TL;DR
When running a GCP cloudbuild that runs multiple other builds, is there a command, best practice, etc. to use if one of the sub-builds fails and the other builds need to be cancelled if incomplete or rolled back if complete?
Full Question
Consider the below directory for a Monorepo of multiple Google App Engine services:
repo-dir
├── cloudbuild-main.yaml
├── deploy-services.sh
├── service-diff.txt
├── service1
│ ├── cloudbuild.yaml
| ├── app.yaml
│ └── ...
├── service2
│ ├── cloudbuild.yaml
| ├── app.yaml
│ └── ...
└── ...
cloudbuild-main.yaml:
steps:
- name: 'gcr.io/cloud-builders/gcloud'
entrypoint: /bin/bash
args: [ "./top-level-script.sh" ]
deploy-services.sh
while read service
do
config="${service}/cloudbuild.yaml"
if [[ ! -f "${config}" ]]; then
echo "no such file"
continue
fi
gcloud builds submit $service--config=${config} &
done < ./service-diff.txt
wait
# Code to split traffic to all services deployed in above loop
service-diff.txt
This file contains a list of all service directory names which should be built and deployed. It is created by a previous step.
service1
service2
serviceN/cloudbuild.yaml
steps:
- name: gcr.io/cloud-builders/gcloud
args: [ "app", "deploy", "app.yaml", "--no-promote" ]

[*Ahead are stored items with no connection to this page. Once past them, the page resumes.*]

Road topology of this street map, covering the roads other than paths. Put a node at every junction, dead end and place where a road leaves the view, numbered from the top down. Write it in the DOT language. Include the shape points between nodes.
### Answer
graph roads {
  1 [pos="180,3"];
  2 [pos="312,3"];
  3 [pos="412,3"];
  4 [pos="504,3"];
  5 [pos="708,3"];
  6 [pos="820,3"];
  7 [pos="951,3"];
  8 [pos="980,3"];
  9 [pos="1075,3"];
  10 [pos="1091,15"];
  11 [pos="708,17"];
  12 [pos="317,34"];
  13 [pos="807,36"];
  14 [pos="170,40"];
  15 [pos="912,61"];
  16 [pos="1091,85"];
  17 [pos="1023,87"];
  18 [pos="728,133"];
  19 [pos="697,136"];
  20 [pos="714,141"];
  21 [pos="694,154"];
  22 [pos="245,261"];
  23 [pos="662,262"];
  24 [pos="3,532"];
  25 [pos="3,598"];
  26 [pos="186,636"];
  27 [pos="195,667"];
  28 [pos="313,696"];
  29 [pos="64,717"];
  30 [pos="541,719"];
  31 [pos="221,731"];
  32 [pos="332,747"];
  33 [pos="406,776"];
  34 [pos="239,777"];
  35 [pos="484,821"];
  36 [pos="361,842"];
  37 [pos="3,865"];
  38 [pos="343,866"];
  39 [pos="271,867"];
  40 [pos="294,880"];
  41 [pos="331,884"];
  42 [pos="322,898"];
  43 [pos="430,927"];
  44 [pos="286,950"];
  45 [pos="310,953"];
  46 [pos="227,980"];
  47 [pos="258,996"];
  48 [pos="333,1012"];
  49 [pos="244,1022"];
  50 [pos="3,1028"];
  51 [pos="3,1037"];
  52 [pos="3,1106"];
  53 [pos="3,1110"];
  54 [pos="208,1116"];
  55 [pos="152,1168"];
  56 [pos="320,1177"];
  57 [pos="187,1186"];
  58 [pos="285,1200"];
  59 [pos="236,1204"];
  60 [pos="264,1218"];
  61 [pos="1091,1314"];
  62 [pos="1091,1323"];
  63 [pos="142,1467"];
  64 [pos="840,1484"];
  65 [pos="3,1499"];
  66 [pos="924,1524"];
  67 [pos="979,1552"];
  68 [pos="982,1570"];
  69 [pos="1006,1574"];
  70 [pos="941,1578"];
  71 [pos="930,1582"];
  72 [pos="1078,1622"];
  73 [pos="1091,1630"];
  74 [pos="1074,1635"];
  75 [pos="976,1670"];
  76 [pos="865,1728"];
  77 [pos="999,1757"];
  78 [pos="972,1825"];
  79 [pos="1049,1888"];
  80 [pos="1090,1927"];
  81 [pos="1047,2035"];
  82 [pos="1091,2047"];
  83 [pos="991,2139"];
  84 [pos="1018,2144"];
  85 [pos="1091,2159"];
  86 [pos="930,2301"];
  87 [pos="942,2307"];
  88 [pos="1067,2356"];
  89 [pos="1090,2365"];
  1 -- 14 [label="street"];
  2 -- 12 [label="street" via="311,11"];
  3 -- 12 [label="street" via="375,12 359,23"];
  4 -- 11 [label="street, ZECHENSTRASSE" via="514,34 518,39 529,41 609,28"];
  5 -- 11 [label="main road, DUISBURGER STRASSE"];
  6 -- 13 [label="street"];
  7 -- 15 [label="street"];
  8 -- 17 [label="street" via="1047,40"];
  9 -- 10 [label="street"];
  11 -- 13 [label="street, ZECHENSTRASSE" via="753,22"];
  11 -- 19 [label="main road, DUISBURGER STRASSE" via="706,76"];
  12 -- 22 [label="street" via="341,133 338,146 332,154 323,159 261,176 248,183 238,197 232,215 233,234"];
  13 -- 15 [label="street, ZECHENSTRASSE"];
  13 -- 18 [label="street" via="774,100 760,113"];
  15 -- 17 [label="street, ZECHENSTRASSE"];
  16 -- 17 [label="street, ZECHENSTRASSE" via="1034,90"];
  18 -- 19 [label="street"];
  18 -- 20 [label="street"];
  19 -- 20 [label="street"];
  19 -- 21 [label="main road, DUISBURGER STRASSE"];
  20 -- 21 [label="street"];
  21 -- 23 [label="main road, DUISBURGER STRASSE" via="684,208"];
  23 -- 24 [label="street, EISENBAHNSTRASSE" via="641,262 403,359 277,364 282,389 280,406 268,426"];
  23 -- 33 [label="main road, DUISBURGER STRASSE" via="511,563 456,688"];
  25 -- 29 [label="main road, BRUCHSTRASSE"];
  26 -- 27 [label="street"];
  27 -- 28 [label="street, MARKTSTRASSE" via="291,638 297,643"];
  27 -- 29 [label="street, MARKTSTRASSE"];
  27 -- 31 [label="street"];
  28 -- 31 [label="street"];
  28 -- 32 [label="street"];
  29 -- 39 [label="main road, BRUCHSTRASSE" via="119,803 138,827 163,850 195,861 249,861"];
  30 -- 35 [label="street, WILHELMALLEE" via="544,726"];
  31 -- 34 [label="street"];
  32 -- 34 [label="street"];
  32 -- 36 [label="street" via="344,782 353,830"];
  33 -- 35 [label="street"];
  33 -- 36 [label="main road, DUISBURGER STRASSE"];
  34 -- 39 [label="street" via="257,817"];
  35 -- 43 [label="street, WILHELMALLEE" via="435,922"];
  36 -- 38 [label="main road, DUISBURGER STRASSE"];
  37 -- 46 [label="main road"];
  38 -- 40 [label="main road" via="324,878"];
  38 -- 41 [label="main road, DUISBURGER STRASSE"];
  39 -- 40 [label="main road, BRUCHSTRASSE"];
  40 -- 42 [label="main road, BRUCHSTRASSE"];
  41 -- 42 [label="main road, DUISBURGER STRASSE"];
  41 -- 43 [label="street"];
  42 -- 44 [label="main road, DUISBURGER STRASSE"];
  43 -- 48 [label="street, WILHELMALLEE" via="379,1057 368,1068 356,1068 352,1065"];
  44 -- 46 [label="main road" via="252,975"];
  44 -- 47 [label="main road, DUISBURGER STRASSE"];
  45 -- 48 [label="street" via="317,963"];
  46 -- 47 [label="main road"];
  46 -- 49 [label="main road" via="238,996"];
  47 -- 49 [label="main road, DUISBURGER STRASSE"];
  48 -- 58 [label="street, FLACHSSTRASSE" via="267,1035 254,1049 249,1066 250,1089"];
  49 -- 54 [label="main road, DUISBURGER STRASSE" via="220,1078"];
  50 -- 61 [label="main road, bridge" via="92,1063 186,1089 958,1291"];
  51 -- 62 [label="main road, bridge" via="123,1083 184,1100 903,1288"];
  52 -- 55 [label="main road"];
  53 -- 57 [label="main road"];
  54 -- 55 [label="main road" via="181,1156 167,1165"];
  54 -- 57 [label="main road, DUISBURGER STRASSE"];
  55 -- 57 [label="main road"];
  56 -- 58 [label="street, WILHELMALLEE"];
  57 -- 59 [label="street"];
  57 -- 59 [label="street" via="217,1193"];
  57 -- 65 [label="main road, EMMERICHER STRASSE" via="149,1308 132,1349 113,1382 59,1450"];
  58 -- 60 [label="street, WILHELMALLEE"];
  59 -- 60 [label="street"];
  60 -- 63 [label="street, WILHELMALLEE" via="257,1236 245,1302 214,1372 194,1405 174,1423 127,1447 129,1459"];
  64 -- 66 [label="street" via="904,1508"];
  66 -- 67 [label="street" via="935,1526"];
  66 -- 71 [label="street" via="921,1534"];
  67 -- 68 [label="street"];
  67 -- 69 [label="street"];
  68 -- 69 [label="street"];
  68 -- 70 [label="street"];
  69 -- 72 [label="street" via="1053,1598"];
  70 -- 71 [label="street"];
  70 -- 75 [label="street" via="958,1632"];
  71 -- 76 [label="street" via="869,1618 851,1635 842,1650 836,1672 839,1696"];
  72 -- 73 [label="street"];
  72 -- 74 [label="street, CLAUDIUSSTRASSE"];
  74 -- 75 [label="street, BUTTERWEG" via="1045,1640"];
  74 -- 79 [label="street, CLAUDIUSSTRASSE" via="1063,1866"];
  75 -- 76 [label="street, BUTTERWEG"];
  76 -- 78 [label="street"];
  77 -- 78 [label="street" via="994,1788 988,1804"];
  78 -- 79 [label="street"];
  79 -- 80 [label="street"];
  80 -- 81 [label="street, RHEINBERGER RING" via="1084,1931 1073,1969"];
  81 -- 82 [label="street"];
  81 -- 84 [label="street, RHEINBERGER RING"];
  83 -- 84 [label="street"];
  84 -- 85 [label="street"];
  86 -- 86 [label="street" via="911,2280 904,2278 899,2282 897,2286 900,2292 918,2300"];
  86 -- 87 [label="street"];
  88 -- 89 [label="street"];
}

Submitting cloudbuild-main.yaml
will perform the following:
- Each service listed in
service-diff.txt
will have its individualcloudbuild.yaml
submitted as an asynchronous background task. - The builder will wait for each of these to finish
- When all builds are complete, additional code (omitted above) will set traffic splits to the new versions
This works as intended when all builds are successful, but if one were to fail, I want some way to cancel any background builds which are in progress and delete any versions which have already been deployed. I have attempted a messy solution using signal traps, but it does not consistently work and I have a feeling there is a better way all together. Is there a better way I can achieve this?